Recorded information

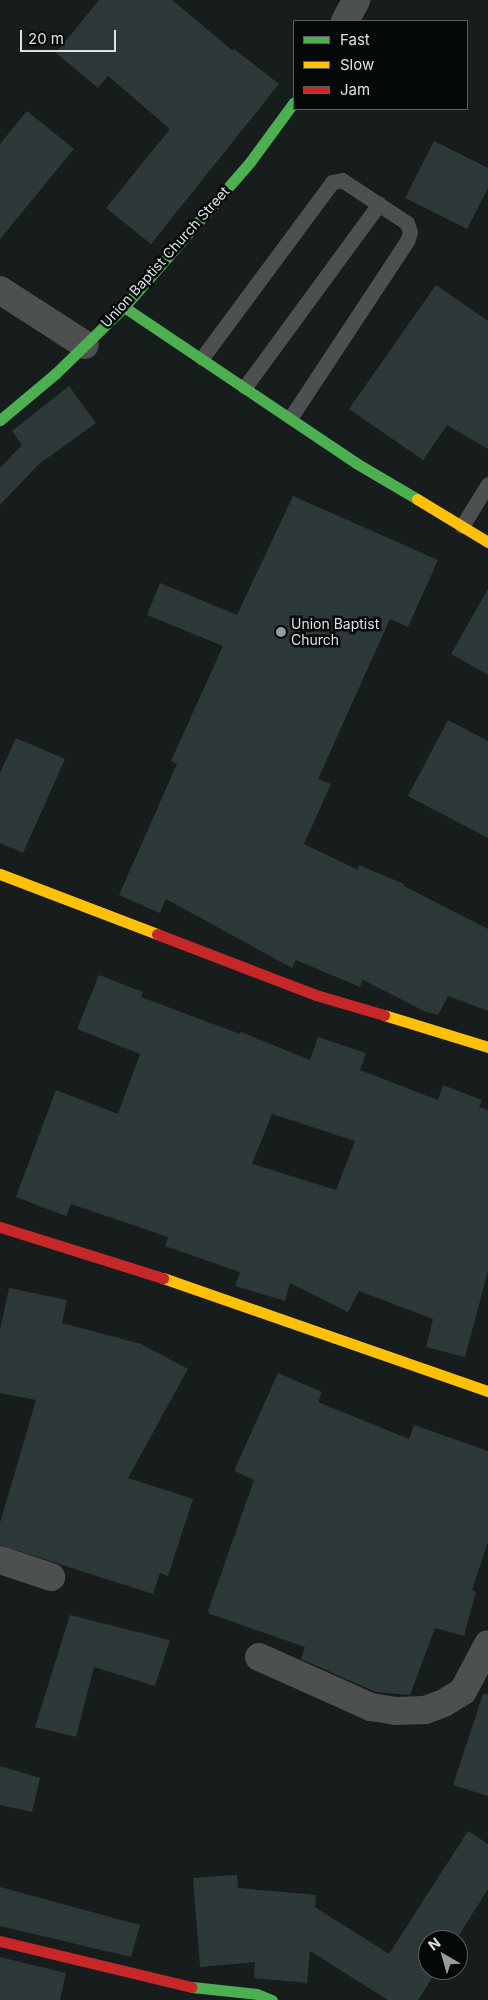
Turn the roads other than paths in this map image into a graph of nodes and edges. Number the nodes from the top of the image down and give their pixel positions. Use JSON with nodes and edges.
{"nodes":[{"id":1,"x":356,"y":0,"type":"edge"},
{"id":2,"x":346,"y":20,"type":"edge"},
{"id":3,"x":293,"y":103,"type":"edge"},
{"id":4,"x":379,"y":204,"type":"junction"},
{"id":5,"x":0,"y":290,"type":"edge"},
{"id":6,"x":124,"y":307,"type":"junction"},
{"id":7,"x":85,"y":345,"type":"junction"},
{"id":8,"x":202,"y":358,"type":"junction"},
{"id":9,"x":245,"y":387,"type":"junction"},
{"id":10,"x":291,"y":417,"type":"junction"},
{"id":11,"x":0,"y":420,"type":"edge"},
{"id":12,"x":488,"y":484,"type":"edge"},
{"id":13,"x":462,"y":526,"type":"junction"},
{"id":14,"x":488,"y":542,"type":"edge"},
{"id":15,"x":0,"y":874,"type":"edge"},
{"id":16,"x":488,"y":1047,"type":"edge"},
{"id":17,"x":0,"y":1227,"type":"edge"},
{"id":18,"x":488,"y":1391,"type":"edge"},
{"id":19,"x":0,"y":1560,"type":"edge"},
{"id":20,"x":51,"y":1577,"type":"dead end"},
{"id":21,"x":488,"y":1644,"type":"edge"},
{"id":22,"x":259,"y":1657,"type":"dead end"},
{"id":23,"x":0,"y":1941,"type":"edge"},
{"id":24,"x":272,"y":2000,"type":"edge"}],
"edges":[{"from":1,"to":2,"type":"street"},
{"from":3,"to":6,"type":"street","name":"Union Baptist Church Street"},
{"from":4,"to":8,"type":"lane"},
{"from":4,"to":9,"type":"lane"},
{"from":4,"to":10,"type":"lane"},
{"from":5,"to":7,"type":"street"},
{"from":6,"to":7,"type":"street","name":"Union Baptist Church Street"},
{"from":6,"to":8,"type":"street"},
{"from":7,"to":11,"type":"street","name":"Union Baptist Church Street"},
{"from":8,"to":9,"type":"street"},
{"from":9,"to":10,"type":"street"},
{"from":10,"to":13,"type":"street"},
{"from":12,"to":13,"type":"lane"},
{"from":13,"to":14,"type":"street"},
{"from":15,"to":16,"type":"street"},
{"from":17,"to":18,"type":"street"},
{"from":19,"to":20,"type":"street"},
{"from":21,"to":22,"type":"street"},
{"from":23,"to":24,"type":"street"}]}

Task goal
Please return the full listing word for word, but without any pictures.

Task result
Turn the roads other than paths in this map image into a graph of nodes and edges. Number the nodes from the top of the image down and give their pixel positions. Use JSON with nodes and edges.
{"nodes":[{"id":1,"x":356,"y":0,"type":"edge"},
{"id":2,"x":346,"y":20,"type":"edge"},
{"id":3,"x":293,"y":103,"type":"edge"},
{"id":4,"x":379,"y":204,"type":"junction"},
{"id":5,"x":0,"y":290,"type":"edge"},
{"id":6,"x":124,"y":307,"type":"junction"},
{"id":7,"x":85,"y":345,"type":"junction"},
{"id":8,"x":202,"y":358,"type":"junction"},
{"id":9,"x":245,"y":387,"type":"junction"},
{"id":10,"x":291,"y":417,"type":"junction"},
{"id":11,"x":0,"y":420,"type":"edge"},
{"id":12,"x":488,"y":484,"type":"edge"},
{"id":13,"x":462,"y":526,"type":"junction"},
{"id":14,"x":488,"y":542,"type":"edge"},
{"id":15,"x":0,"y":874,"type":"edge"},
{"id":16,"x":488,"y":1047,"type":"edge"},
{"id":17,"x":0,"y":1227,"type":"edge"},
{"id":18,"x":488,"y":1391,"type":"edge"},
{"id":19,"x":0,"y":1560,"type":"edge"},
{"id":20,"x":51,"y":1577,"type":"dead end"},
{"id":21,"x":488,"y":1644,"type":"edge"},
{"id":22,"x":259,"y":1657,"type":"dead end"},
{"id":23,"x":0,"y":1941,"type":"edge"},
{"id":24,"x":272,"y":2000,"type":"edge"}],
"edges":[{"from":1,"to":2,"type":"street"},
{"from":3,"to":6,"type":"street","name":"Union Baptist Church Street"},
{"from":4,"to":8,"type":"lane"},
{"from":4,"to":9,"type":"lane"},
{"from":4,"to":10,"type":"lane"},
{"from":5,"to":7,"type":"street"},
{"from":6,"to":7,"type":"street","name":"Union Baptist Church Street"},
{"from":6,"to":8,"type":"street"},
{"from":7,"to":11,"type":"street","name":"Union Baptist Church Street"},
{"from":8,"to":9,"type":"street"},
{"from":9,"to":10,"type":"street"},
{"from":10,"to":13,"type":"street"},
{"from":12,"to":13,"type":"lane"},
{"from":13,"to":14,"type":"street"},
{"from":15,"to":16,"type":"street"},
{"from":17,"to":18,"type":"street"},
{"from":19,"to":20,"type":"street"},
{"from":21,"to":22,"type":"street"},
{"from":23,"to":24,"type":"street"}]}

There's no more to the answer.